Given the limitations of ATUS categories for distinguishing between time obtaining care and time waiting for care, we used NAMCS to estimate average face-to-face provider time. For each sampled physician visit (adult [n = 185,412] and pediatric [n = 38,104]), the physician or nurse working with the physician is asked to record “time spent with physician.” NAMCS data were not used to estimate total time or opportunity costs. Instead, these estimates were determined to contextualize the time estimates obtained from the ATUS.Estimating Opportunity Costs
We estimated opportunity costs for all ambulatory medical visits and also for the subset of visits by employed individuals through methods used previously to determine opportunity costs of informal elder care.18
For employed ATUS respondents (n = 1925, 49% of all respondents with a visit), we estimated opportunity costs using self-reported wages. In typical labor economic theory, hourly wage is considered a valid measure of the value of one’s time during both working and nonworking hours.19
For respondents reporting employment but not reporting wages (n = 305), we imputed wages through a linear regression model using age, sex, race/ethnicity, education, year, and state. For each respondent, hourly wages were multiplied by total time reported within the ATUS to determine a total opportunity cost inclusive of both travel and clinic time. In sensitivity analysis, we determined opportunity costs only for those reporting wages; wages were adjusted to 2010 dollars using the Consumer Price Index.20
For unemployed ATUS respondents, we valued each individual’s time by imputing wages.
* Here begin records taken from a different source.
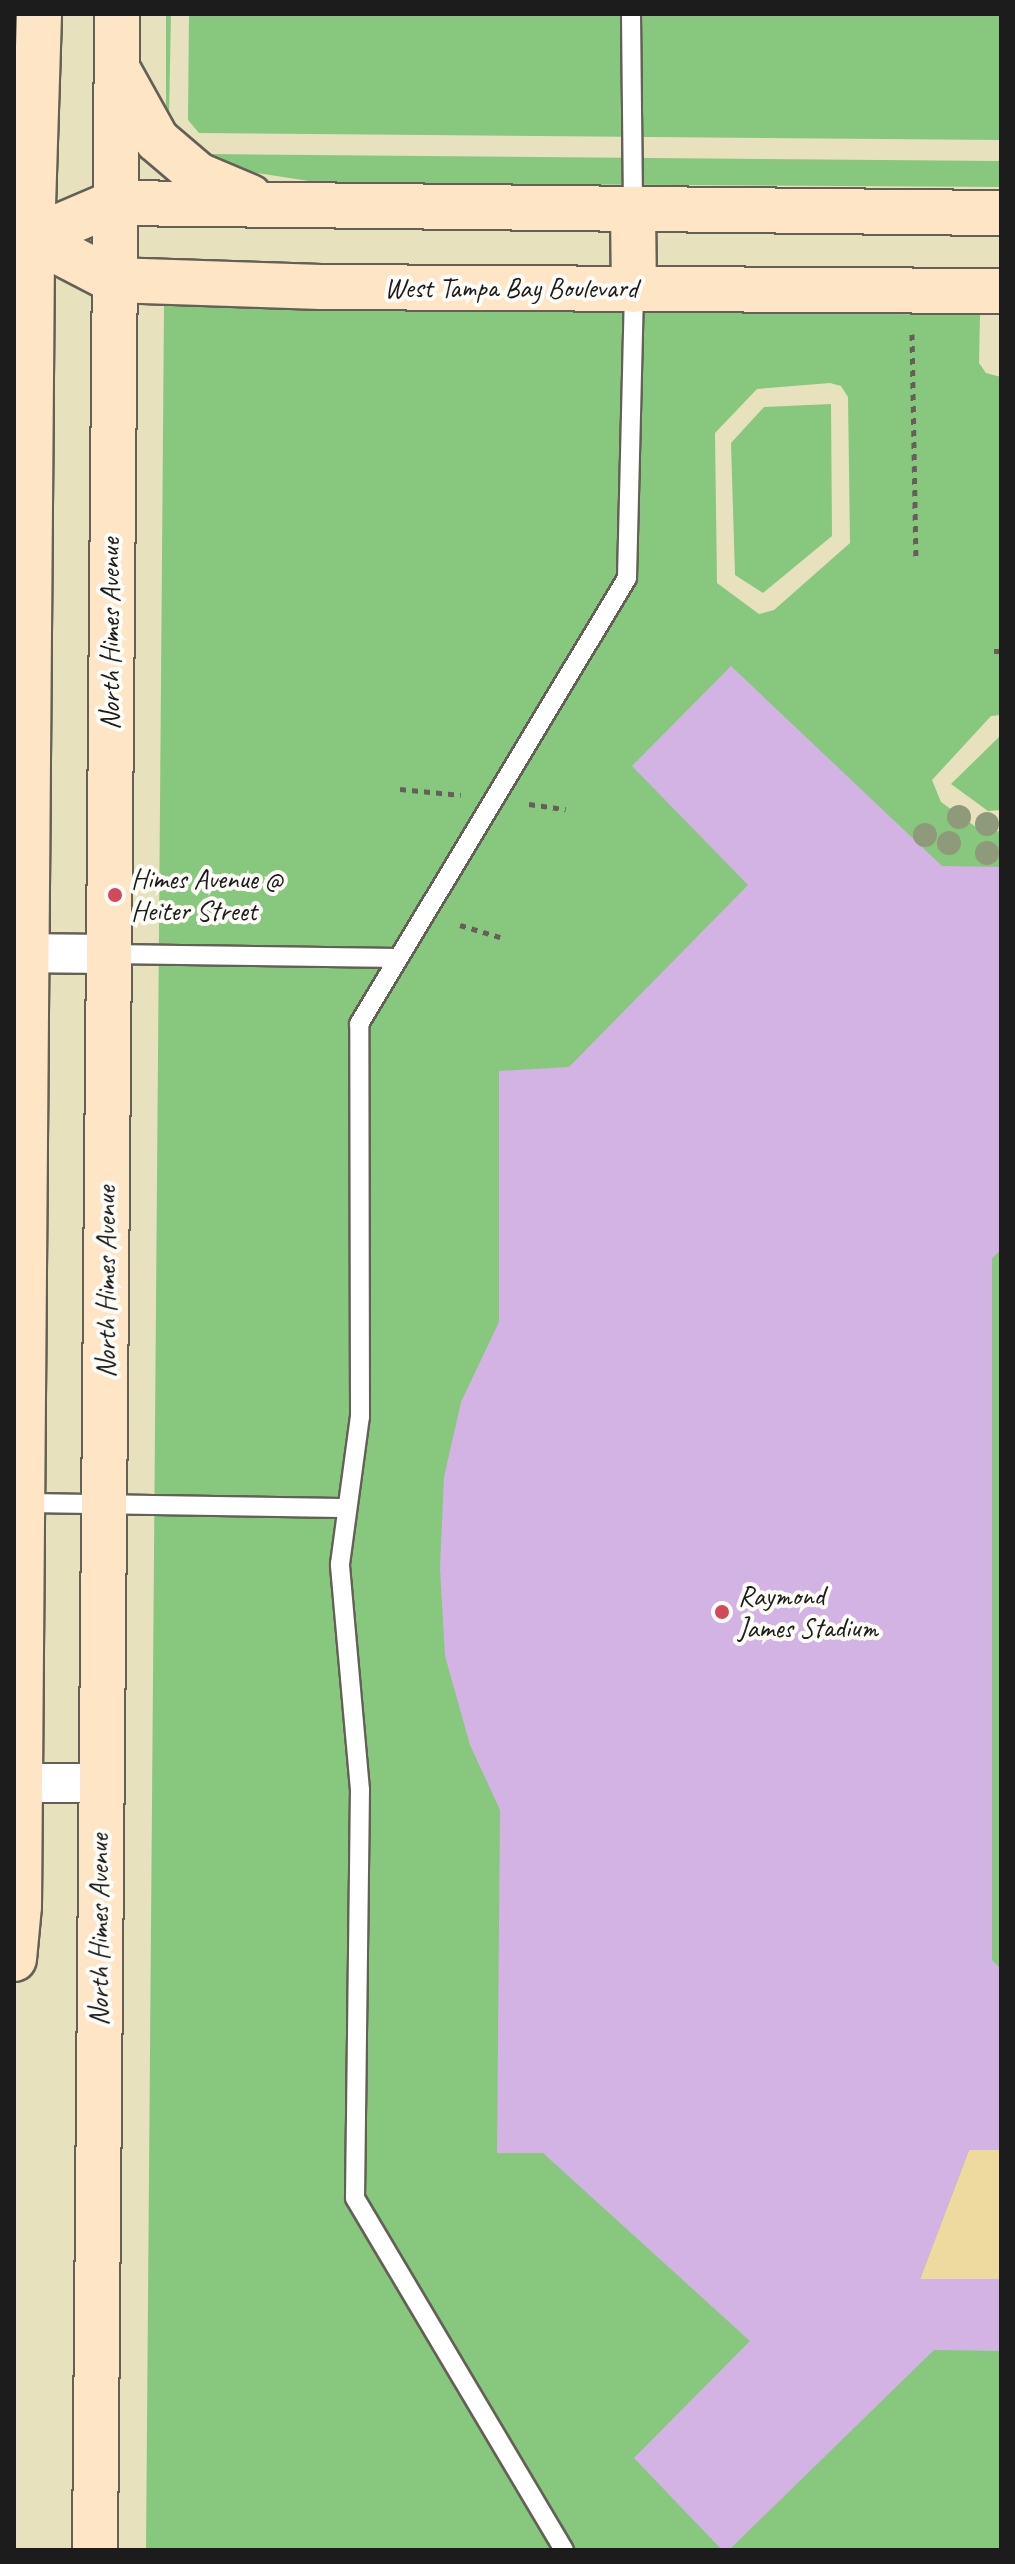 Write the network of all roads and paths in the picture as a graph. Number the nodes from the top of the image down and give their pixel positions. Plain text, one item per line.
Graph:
1 (39, 14) edge
2 (117, 14) edge
3 (631, 14) edge
4 (116, 67) junction
5 (114, 203) junction
6 (320, 208) junction
7 (633, 211) junction
8 (1001, 213) edge
9 (23, 238) edge
10 (113, 280) junction
11 (634, 290) junction
12 (912, 290) junction
13 (1001, 291) edge
14 (916, 557) dead end
15 (22, 586) edge
16 (400, 789) dead end
17 (462, 795) dead end
18 (529, 804) dead end
19 (566, 809) dead end
20 (460, 925) dead end
21 (500, 937) dead end
22 (22, 954) edge
23 (109, 954) junction
24 (398, 958) junction
25 (21, 1503) junction
26 (105, 1508) junction
27 (347, 1508) junction
28 (17, 1783) edge
29 (100, 1783) junction
30 (17, 1906) edge
31 (14, 1959) edge
32 (95, 2550) edge
33 (564, 2550) edge

1 - 9 street
2 - 4 street, North Himes Avenue
3 - 7 lane
4 - 5 street, North Himes Avenue
4 - 6 street
5 - 6 street
5 - 9 street
5 - 10 street, North Himes Avenue
6 - 7 street
7 - 8 street
7 - 11 street
9 - 10 street, West Tampa Bay Boulevard
9 - 15 street
10 - 11 street, West Tampa Bay Boulevard
10 - 23 street, North Himes Avenue
11 - 12 street, West Tampa Bay Boulevard
11 - 24 lane
12 - 13 street, West Tampa Bay Boulevard
12 - 14 path
15 - 22 street
16 - 17 path
18 - 19 path
20 - 21 path
22 - 23 street
22 - 25 street
23 - 24 lane
23 - 26 street, North Himes Avenue
24 - 27 lane
25 - 26 lane
25 - 28 street
26 - 27 lane
26 - 29 street, North Himes Avenue
27 - 33 lane
28 - 29 street
28 - 30 street
29 - 32 street, North Himes Avenue
30 - 31 street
Because our previously estimated linear regression model only described the relationship between wages and socioeconomic characteristics for the sample of working individuals, imputing wages for nonworking individuals using this estimated relationship would result in biased estimates of opportunity cost. For this reason, we adopted the approach of Heckman21
in order to treat this bias as an omitted-variable problem and to correct for it using a 2-step approach. Specifically, we first estimated a regression that predicted work-participation, and we then used the estimated coefficients to construct the omitted variable (the inverse Milles ratio), which was then included in the regression predicting wages. Our models of wages and workforce participation both included age, sex, race/ethnicity, education, year, and state. Additionally, the 2-step procedure is strengthened by the specification of a variable that predicts workforce participation but not wages; the presence of household children under 6 years old was included for this purpose.